DIRECTIONS:
On every line of the listing, check for "Hilal"; copy the lines that have it.

EXERCISE MATERIALS:
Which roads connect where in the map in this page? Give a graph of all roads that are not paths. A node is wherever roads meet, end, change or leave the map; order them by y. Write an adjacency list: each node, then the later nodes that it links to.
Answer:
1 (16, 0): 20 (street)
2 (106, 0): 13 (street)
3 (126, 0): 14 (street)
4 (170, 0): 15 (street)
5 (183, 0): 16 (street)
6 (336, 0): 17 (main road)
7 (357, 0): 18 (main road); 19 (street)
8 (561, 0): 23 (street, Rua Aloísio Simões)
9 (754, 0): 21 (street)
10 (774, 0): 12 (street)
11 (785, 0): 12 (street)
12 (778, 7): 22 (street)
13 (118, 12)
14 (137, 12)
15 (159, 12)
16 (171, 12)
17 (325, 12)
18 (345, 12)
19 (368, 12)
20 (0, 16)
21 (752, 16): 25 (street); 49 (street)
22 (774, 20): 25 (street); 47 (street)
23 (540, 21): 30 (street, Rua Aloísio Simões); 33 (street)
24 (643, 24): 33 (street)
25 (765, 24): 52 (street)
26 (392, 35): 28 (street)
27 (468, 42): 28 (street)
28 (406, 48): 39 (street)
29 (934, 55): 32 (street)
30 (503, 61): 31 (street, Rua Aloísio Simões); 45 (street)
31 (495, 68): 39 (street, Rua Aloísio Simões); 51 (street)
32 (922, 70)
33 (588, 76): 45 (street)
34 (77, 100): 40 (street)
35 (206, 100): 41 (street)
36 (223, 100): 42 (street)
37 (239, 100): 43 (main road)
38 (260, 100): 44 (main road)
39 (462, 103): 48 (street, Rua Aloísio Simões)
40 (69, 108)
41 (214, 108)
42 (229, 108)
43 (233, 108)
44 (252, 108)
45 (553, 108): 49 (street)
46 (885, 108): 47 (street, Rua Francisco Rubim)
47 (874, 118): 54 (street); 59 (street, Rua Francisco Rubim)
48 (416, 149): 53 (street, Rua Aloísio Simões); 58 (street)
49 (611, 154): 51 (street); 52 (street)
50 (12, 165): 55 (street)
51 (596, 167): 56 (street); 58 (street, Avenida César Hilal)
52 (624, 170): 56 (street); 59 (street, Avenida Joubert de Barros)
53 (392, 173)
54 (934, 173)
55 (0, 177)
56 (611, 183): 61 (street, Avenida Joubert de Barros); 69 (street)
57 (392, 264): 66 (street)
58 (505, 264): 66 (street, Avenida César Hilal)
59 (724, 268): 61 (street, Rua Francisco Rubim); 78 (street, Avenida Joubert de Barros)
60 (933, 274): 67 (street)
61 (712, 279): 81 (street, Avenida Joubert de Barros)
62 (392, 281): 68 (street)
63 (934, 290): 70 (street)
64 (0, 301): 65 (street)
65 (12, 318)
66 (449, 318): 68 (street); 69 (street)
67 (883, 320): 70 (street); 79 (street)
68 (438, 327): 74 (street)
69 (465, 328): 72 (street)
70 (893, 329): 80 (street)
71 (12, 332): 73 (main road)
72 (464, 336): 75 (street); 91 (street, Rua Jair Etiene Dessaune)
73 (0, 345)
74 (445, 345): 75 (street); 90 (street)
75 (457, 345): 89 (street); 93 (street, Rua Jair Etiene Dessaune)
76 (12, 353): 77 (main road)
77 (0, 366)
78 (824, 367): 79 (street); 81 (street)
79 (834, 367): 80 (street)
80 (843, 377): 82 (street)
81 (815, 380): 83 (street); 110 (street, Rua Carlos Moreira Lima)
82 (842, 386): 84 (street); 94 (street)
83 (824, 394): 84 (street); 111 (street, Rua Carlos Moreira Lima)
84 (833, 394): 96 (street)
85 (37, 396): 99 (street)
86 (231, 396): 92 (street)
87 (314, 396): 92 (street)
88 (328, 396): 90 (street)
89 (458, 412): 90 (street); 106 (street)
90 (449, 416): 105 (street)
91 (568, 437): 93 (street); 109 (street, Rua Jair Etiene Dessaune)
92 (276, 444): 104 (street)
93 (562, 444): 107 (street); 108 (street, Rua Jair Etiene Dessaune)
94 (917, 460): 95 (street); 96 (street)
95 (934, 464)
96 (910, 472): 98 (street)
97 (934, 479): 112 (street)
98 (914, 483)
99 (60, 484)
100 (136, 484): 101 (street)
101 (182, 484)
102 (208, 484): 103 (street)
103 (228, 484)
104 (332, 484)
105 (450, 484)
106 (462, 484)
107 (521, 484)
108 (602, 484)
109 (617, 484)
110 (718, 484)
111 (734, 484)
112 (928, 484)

ANSWER TO THIS TASK:
51 (596, 167): 56 (street); 58 (street, Avenida César Hilal)
58 (505, 264): 66 (street, Avenida César Hilal)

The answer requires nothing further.